Let $\mathcal{C}$ be a combinatorial model category and $\mathrm{T}$ a monad on $\mathcal{C}.$

Assume that the model structure on $\mathcal{C}$ lifts to a model structure on the category of $\mathrm{T}$-algebras $\mathrm{Alg}_{\mathrm{T} }(\mathcal{C}),$ where the weak equivalences and fibrations are those of $\mathcal{C}.$

Assume that $\mathrm{T}: \mathcal{C} \to \mathcal{C} $ preserves homotopy colimits indexed by $\Delta^{\mathrm{op}}.$

Does the forgetful functor $\mathrm{Alg}_{\mathrm{T} }(\mathcal{C}) \to \mathcal{C}$ preserve homotopy colimits indexed by $\Delta^{\mathrm{op}}?$

More generally one can ask the question replacing $\Delta^{\mathrm{op}}$ by an arbitrary category.
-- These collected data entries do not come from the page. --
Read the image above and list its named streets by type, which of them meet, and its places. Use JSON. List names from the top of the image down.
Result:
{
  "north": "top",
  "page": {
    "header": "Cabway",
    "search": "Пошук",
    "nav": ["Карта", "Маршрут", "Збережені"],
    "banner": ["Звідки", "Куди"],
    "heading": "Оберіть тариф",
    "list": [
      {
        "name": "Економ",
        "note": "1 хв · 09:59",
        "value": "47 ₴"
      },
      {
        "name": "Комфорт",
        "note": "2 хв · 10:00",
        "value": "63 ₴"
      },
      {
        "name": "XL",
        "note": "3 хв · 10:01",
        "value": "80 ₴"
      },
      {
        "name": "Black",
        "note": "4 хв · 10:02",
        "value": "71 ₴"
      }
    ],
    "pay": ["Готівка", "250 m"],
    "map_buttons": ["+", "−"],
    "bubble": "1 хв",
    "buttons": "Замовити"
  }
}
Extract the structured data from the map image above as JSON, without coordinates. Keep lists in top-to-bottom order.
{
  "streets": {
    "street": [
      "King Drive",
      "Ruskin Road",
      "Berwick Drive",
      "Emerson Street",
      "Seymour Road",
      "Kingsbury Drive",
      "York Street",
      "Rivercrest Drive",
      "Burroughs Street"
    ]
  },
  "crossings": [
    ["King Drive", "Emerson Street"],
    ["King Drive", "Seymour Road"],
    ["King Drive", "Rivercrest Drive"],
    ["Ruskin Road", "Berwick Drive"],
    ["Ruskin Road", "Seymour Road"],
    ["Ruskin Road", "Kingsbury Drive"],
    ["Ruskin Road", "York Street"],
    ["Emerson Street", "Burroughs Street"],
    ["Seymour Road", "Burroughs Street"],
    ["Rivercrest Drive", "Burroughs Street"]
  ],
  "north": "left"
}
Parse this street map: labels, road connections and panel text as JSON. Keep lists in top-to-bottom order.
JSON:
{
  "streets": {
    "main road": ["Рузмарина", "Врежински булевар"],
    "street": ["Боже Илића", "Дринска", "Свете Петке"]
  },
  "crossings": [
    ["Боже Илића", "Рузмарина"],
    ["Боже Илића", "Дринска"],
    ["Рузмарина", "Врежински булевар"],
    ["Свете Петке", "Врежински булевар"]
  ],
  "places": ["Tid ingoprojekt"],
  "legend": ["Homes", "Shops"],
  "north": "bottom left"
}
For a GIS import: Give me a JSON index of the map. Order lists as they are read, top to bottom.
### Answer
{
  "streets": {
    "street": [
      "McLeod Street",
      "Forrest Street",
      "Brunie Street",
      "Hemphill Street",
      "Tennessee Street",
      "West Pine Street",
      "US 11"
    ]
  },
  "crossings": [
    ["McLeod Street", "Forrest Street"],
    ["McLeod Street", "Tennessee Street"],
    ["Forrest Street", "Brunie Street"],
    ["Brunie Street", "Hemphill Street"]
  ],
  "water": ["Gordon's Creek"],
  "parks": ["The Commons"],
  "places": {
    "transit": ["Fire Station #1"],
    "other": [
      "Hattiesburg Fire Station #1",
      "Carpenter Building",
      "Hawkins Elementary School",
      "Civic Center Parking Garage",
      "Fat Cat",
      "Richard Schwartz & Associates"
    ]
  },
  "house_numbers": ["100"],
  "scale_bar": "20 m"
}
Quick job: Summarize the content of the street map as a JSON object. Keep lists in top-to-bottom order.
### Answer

Remark: If $\mathrm{T}: \mathcal{C} \to \mathcal{C} $ preserves colimits indexed by some category $\mathrm{K}, $ the forgetful functor $\mathrm{Alg}_{\mathrm{T} }(\mathcal{C}) \to \mathcal{C}$ preserves colimits indexed by $\mathrm{K}.$

This also holds for $\infty$-categories with the appropriate notion of monad and algebras over a monad.